If boating is your hobby , why become a Beta tester on your own dime?
 
I was just wondering what everyone else though about the idea if it was good, bad or just different for regional florida cruising, maybe just maybe if the stars align getting to the Bahamas and or the Keys.


Dunno if good or not, but...

Might be useful to compare against just repowering with new gas engines. (or rebuilt, re-man, etc.) That could mean carbureted or injected, mechanical or electronic, whatever your wallet prefers. Might mean being able to keep existing gears, shafts, props, etc.

-Chris
 
There are a couple of Greenline (diesel-electric hybrid) boat owners on this forum. I would try and get some input from them based on their experience. I believe one is in the process of repowering, due to an unrelated issue but is forgoing the hybrid functionality due to the electric motor not handling strong currents well and he was in the South Florida area.

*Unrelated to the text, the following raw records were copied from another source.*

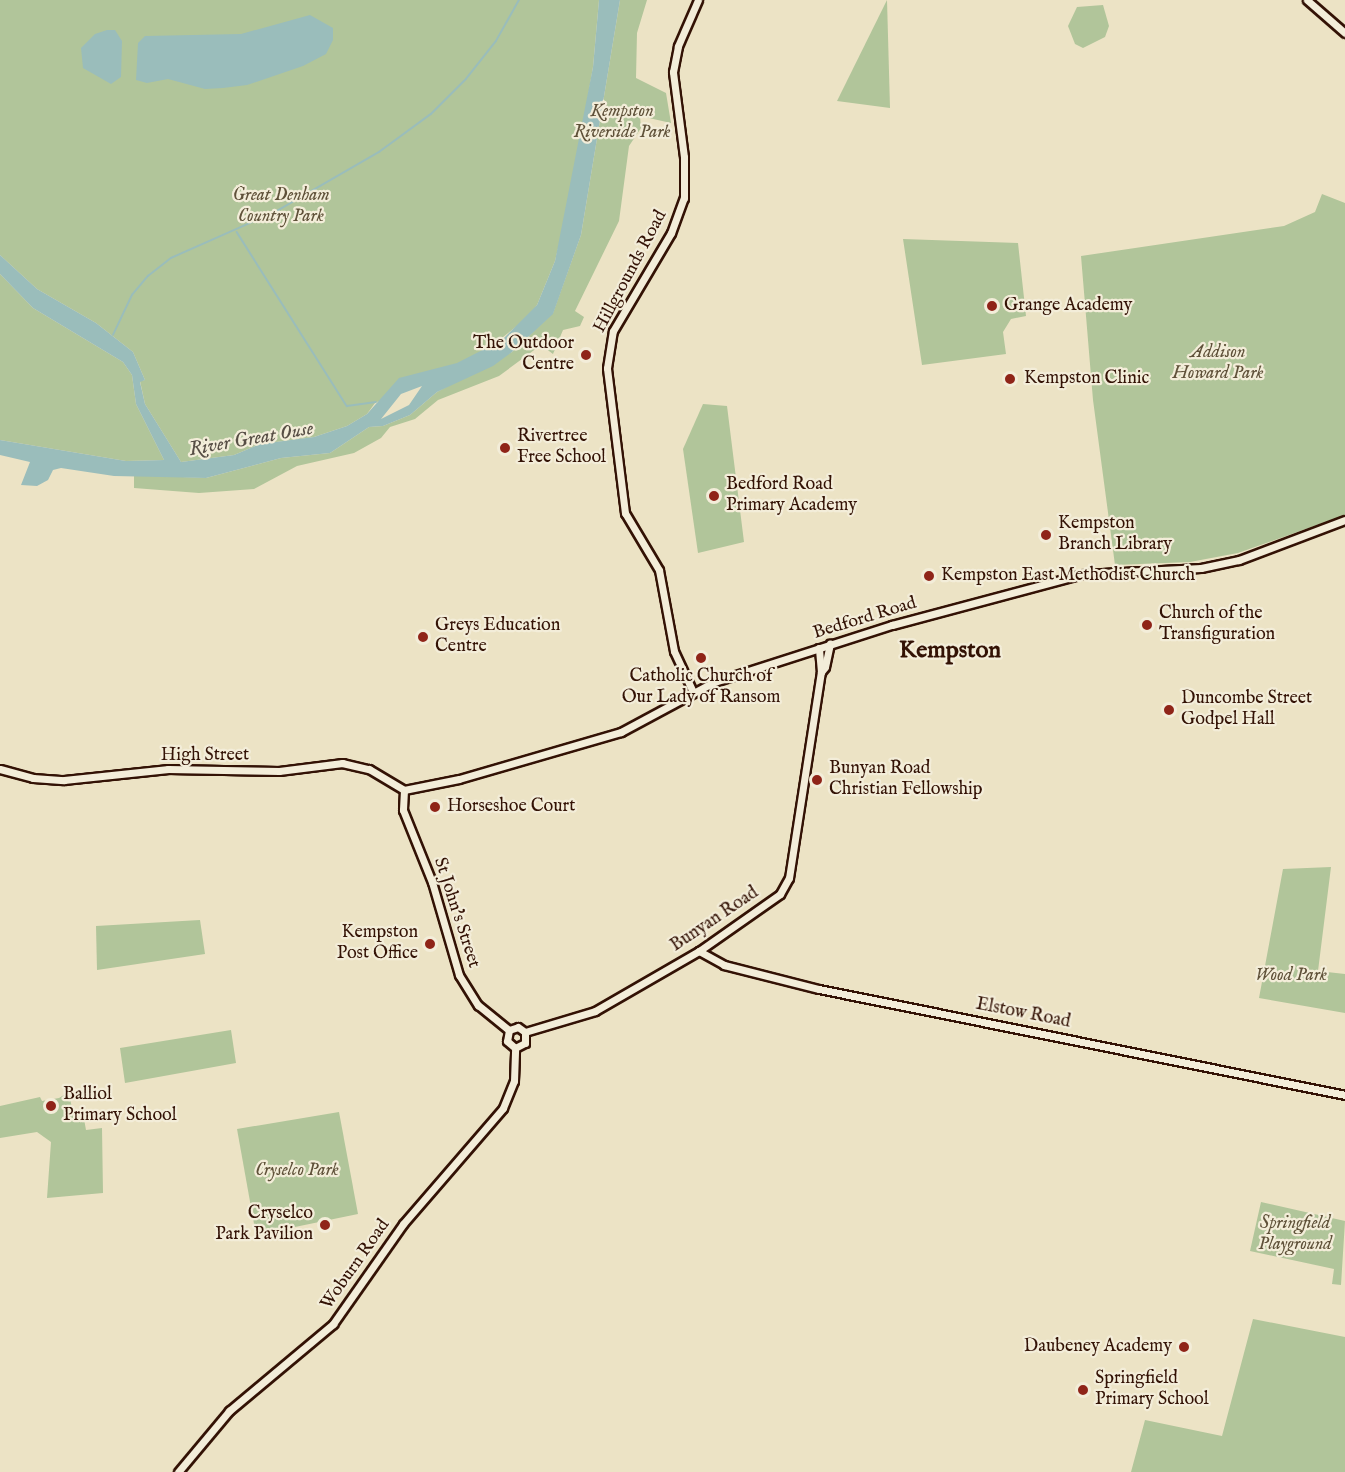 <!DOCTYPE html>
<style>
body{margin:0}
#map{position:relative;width:1345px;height:1472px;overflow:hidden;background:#ece3c5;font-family:"IM FELL English",serif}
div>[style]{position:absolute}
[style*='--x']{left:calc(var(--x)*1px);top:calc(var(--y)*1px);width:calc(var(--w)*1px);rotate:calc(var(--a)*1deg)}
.green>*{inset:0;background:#b1c59a}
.water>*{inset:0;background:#9abdbb}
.stream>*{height:1.5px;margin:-0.75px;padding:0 0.75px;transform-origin:0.75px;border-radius:0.75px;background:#9abdbb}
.roads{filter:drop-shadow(2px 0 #331205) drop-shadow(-2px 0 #331205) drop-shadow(0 2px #331205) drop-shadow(0 -2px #331205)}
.secondary>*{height:7px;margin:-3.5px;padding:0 3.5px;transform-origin:3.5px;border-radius:3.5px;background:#f3edd9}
.dots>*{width:16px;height:16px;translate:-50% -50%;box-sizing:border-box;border:3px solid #f3edd9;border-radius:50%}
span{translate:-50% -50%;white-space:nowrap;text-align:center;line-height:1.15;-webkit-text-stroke:4.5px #f3edd9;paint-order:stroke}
.park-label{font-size:18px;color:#5f5139;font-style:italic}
.street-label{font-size:18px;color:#331205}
.poi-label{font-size:18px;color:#331205}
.left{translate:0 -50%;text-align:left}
.right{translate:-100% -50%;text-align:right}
.water-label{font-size:20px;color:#574e45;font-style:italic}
.district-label{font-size:24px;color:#331205;font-weight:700}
</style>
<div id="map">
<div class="green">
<i style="clip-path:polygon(0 0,599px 0,593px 67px,571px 194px,555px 261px,537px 305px,527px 318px,483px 353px,375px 403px,367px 414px,347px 426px,314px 437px,260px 444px,234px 455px,181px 462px,145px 404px,140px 381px,145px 380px,133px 352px,96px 323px,37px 289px,0 255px)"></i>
<i style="clip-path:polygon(620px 0,647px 0,637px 33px,636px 78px,666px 93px,671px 123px,640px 116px,641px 128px,629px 146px,619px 221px,575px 311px,584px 317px,580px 326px,563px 330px,553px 354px,541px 345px,499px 376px,438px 400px,415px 419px,390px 427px,381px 438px,354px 453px,297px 466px,254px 489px,199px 493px,134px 488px,134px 475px,206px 478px,281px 458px,330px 453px,369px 427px,383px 426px,410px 415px,437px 392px,512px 352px,553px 313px,581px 235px)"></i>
<i style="clip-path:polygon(887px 0,890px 108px,837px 101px)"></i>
<i style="clip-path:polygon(1103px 5px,1109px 26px,1105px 37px,1083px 48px,1075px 44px,1068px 26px,1077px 7px)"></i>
<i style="clip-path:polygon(1322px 194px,1345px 203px,1345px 515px,1238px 553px,1190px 562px,1115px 565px,1093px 400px,1081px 256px,1284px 226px,1315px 212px)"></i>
<i style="clip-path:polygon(903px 239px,1018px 243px,1026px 316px,1011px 319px,1003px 332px,1006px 354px,922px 365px)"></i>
<i style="clip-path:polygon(0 274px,33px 308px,123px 362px,132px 375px,136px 404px,164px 460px,126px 461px,0 440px)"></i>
<i style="clip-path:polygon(703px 404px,727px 406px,744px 542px,698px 553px,683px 449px)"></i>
<i style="clip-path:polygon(1331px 867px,1318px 971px,1345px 974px,1345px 1013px,1259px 998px,1283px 869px)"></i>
<i style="clip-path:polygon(200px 920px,205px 954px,97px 970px,96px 926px)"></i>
<i style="clip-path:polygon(231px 1030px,236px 1063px,125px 1083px,120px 1048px)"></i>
<i style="clip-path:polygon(69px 1092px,74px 1120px,84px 1119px,86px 1130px,102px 1128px,103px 1193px,47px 1198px,51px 1142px,37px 1132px,0 1138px,0 1106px,40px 1097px,42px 1101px,59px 1098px)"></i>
<i style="clip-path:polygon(339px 1112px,358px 1214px,256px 1235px,237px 1129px)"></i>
<i style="clip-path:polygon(1261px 1202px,1345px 1221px,1341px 1285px,1332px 1284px,1334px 1269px,1250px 1251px)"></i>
<i style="clip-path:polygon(1253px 1319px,1345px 1337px,1345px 1472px,1131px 1472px,1145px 1420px,1222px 1436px)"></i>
</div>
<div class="water">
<i style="clip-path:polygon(evenodd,599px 0,620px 0,581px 235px,553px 314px,512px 352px,493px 366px,437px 392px,410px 415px,383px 426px,369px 427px,330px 453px,281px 458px,206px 478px,114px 476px,61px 468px,53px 470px,48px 480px,37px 486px,21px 485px,30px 462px,0 455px,0 440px,126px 461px,164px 460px,136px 404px,132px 375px,123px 362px,33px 308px,0 274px,0 255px,37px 289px,96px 323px,133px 352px,145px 380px,140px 382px,145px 404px,181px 462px,234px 455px,260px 444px,314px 437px,347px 426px,367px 414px,399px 378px,457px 363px,502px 340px,537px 305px,555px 261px,593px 67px,599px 0,422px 386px,409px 405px,381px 419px,401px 394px,422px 386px)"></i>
<i style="clip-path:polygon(310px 15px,333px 28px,333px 40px,326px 54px,303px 66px,247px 85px,223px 88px,205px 89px,168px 79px,147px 83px,136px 80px,138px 43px,145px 36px,241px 34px)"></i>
<i style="clip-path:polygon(107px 30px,115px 30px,122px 41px,121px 77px,111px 84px,83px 68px,81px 48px,95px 34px)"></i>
</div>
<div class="stream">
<i style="--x:237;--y:232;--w:206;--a:57.7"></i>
<i style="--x:347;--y:406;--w:29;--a:-8"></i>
<i style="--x:113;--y:335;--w:44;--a:-64.6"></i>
<i style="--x:132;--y:295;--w:25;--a:-50"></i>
<i style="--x:148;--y:276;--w:29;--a:-38"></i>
<i style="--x:171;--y:258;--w:116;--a:-23.9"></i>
<i style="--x:277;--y:211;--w:118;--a:-30"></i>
<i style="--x:379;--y:152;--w:64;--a:-36.2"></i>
<i style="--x:431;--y:114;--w:49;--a:-45"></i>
<i style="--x:466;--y:79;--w:48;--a:-51.7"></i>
<i style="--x:496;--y:41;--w:47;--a:-60.7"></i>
</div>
<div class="roads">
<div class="secondary">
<i style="--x:1307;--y:0;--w:50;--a:41"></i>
<i style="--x:821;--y:672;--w:6;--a:-51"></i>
<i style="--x:825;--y:667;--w:24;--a:-78"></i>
<i style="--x:693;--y:692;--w:45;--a:-114.9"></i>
<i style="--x:674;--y:651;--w:82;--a:-100.5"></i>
<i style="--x:659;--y:570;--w:66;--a:-120.8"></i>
<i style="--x:625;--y:513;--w:146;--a:-97.1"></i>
<i style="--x:607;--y:368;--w:37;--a:-81"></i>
<i style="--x:613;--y:331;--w:114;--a:-59.4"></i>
<i style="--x:671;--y:233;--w:37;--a:-70"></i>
<i style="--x:684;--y:198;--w:41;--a:-90"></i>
<i style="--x:684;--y:157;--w:86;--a:-97.4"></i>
<i style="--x:673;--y:72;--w:26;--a:-79"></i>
<i style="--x:678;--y:46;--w:50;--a:-66.5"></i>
<i style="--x:0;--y:769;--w:34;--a:15"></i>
<i style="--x:33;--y:778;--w:31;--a:4"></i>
<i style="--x:64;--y:780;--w:105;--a:-6"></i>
<i style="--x:168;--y:769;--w:111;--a:1"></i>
<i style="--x:279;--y:771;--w:64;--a:-7.2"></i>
<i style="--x:342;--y:763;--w:28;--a:13"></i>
<i style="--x:369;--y:769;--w:41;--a:31"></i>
<i style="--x:404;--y:790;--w:56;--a:-11.3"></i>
<i style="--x:459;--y:779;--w:169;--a:-16.2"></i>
<i style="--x:621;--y:732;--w:106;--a:-28.3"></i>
<i style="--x:714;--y:682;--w:187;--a:-17.8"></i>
<i style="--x:892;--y:625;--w:197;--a:-15"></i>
<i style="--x:1082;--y:574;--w:119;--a:-2.9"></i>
<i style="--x:1201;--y:568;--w:39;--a:-12"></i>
<i style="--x:1239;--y:560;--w:113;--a:-20.7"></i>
<i style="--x:404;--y:790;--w:20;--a:93"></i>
<i style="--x:403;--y:810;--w:78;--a:68.1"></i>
<i style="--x:432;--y:882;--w:97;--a:73.8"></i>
<i style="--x:459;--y:975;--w:36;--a:58"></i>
<i style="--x:478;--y:1005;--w:40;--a:39"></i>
<i style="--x:699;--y:951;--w:29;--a:29"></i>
<i style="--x:724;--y:965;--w:98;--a:14.2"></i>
<i style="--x:819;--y:989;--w:537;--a:11.39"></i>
<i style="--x:509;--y:1030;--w:11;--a:100"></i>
<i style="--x:507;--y:1041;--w:11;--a:41"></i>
<i style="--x:509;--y:1030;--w:9;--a:-18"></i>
<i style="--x:518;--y:1027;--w:9;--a:36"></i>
<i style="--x:525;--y:1032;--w:73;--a:-16.7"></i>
<i style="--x:595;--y:1011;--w:120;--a:-30"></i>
<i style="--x:699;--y:951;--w:99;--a:-35.1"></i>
<i style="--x:780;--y:894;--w:18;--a:-61"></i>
<i style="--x:789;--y:878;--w:208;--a:-81.2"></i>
<i style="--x:821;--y:672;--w:24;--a:-95"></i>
<i style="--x:515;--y:1048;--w:11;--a:-27"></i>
<i style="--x:525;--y:1043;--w:11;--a:-90"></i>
<i style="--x:178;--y:1472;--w:80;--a:-50.1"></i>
<i style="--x:229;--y:1411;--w:136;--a:-39.9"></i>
<i style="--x:333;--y:1324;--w:122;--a:-55"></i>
<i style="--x:403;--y:1224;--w:153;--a:-49.2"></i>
<i style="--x:503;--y:1108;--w:29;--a:-68"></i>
<i style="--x:514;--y:1081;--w:33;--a:-88"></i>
</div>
</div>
<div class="dots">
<i style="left:992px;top:306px;background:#8f2418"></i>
<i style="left:586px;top:355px;background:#8f2418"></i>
<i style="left:1010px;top:379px;background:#8f2418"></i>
<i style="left:505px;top:448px;background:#8f2418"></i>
<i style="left:714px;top:496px;background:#8f2418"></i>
<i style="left:1046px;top:535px;background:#8f2418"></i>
<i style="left:929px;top:576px;background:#8f2418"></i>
<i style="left:1147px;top:625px;background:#8f2418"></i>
<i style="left:423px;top:637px;background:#8f2418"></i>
<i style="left:701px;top:658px;background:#8f2418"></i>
<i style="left:1169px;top:710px;background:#8f2418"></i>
<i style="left:817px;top:780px;background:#8f2418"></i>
<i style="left:435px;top:807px;background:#8f2418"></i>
<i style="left:430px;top:944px;background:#8f2418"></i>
<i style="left:51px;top:1106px;background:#8f2418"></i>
<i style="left:325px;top:1225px;background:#8f2418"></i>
<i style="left:1184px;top:1347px;background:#8f2418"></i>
<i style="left:1083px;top:1390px;background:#8f2418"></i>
</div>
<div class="park-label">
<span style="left:622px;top:123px">Kempston<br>Riverside Park</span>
<span style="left:281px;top:207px">Great Denham<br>Country Park</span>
<span style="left:1218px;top:364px">Addison<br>Howard Park</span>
<span style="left:1291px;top:976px">Wood Park</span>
<span style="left:297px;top:1171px">Cryselco Park</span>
<span style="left:1295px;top:1235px">Springfield<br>Playground</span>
</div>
<div class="street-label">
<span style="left:631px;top:272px;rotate:-62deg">Hillgrounds Road</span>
<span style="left:865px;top:619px;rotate:-17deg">Bedford Road</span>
<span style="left:205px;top:756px">High Street</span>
<span style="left:456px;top:913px;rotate:72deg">St John's Street</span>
<span style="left:715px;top:920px;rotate:-34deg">Bunyan Road</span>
<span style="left:1023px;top:1014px;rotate:11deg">Elstow Road</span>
<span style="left:356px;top:1265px;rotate:-55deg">Woburn Road</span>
</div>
<div class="poi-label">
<span class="left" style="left:1004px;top:306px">Grange Academy</span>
<span class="right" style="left:574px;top:355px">The Outdoor<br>Centre</span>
<span class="left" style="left:1024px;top:379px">Kempston Clinic</span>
<span class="left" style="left:517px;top:448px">Rivertree<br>Free School</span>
<span class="left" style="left:726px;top:496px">Bedford Road<br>Primary Academy</span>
<span class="left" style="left:1058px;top:535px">Kempston<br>Branch Library</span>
<span class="left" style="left:941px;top:576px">Kempston East Methodist Church</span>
<span class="left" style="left:1159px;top:625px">Church of the<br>Transfiguration</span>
<span class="left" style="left:435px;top:637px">Greys Education<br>Centre</span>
<span style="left:701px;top:688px">Catholic Church of<br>Our Lady of Ransom</span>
<span class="left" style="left:1181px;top:710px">Duncombe Street<br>Godpel Hall</span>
<span class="left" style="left:829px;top:780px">Bunyan Road<br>Christian Fellowship</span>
<span class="left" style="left:447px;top:807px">Horseshoe Court</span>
<span class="right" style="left:418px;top:944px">Kempston<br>Post Office</span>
<span class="left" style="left:63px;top:1106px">Balliol<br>Primary School</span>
<span class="right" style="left:313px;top:1225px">Cryselco<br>Park Pavilion</span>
<span class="right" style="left:1172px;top:1347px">Daubeney Academy</span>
<span class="left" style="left:1095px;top:1390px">Springfield<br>Primary School</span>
</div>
<div class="water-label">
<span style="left:251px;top:439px;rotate:-10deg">River Great Ouse</span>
</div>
<div class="district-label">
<span style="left:950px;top:651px">Kempston</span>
</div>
</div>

Good luck to whatever path you choose but I would recommend finding another boat that already has diesels. I looked at a Luhrs 3400 motor yacht this spring that had been repowered with Yanmar 315's. It must have been an expensive endeavor but the boat was for sale for only $40k.
 
Just keep in mind that the 50 KW battery pack has approximately the same energy content as 5 quarts of diesel (or 6 quarts of gas). The 6.5 KW genset produces about 9 hp in electricity. If you are headed for Bahamas you better also add a sailing rig.
 
With two motors, he can run one will the other is in regen mode.
 
It smells bad to me.
What happens when your batteries are dead, on a lee shore, overcast and no wind?
Your engines are as much emergency equipment as propulsion. It's cheaper and easier to rebuild your gas engines than come back from being dead.
You can buy a 454 short block for $2000 on ebay and elsewhere.